- Directed by: Yury Khashchavatski (Second director: Sergey Isakov)
- Written by: Yury Khashchavatski with participation of Yevgeni Budinas and Sergey Isakov
- Produced by: Marianna Kaat Baltic Film Production
- Starring: Alexander Lukashenko
- Distributed by: Deckert Distribution GmbH (DVD)
- Release date: 2007;
- Running time: 58/73/87 minutes
- Country: Estonia
- Languages: Russian Belarusian English (subtitles)

= Kalinovski Square =

2007 film directed by Yury Khashchavatski

Kalinovski Square (original title: Плошча, or Plošča) is a 2007 documentary film by Belarusian filmmaker Yury Khashchavatski. The film takes a critical look at the re-election of Alexander Lukashenko in March 2006, featuring especially the protests that occurred after the election was found to be fraudulent. The protests had their centre at October Square in downtown Minsk, which was informally renamed on the occasion for Konstanty Kalinowski.

Before its commercial release on DVD on 9 June 2009, the film was distributed under the title The Square.

Since the Belarusian authorities already persecuted director Yury Khashchavatski since his first movie An ordinary president (1996), all production was done underground.

== Content ==
The movie explores the question how it could be possible that 83 percent voted for Lukashenko, who has been referred to as "Europe's last dictator". Drawing on a lot of archive material, the movie shows the official propaganda and the naivety of simple people in the countryside, together with massive repression helped to defeat the Jeans Revolution.
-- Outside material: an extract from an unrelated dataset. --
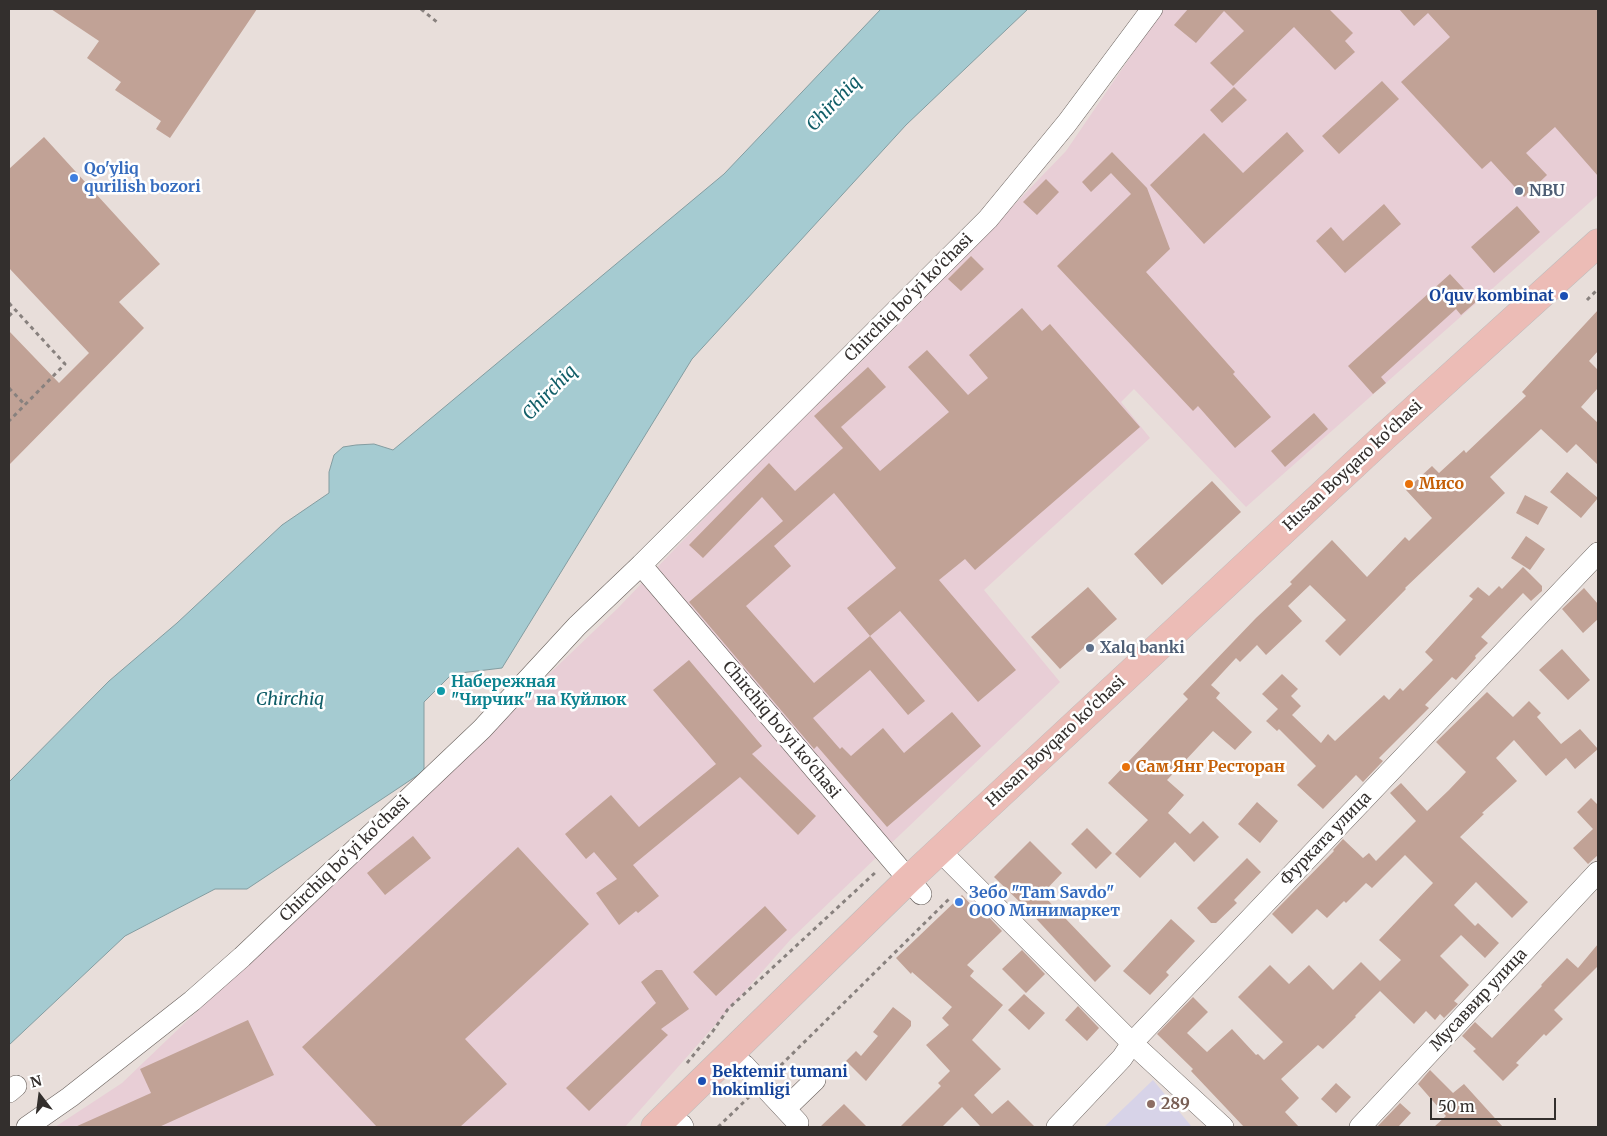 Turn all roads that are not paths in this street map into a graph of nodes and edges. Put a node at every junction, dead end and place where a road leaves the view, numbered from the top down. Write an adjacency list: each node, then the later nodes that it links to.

The narrative style resembles that of Michael Moore.

== Awards ==
The film won the Award Ion Vatamanu "for love of truth and freedom" at The International Documentary Film Festival CRONOGRAF, in Chişinău, 15–19 May 2008.

It also won the Alpe Adria Cinema prize as the Best Documentary at the 19th Trieste Film Festival 2008. The prize was awarded for "the director’s ability to create evocative images and document reality as he sees it, from his passionate, if not at times sarcastic, perspective."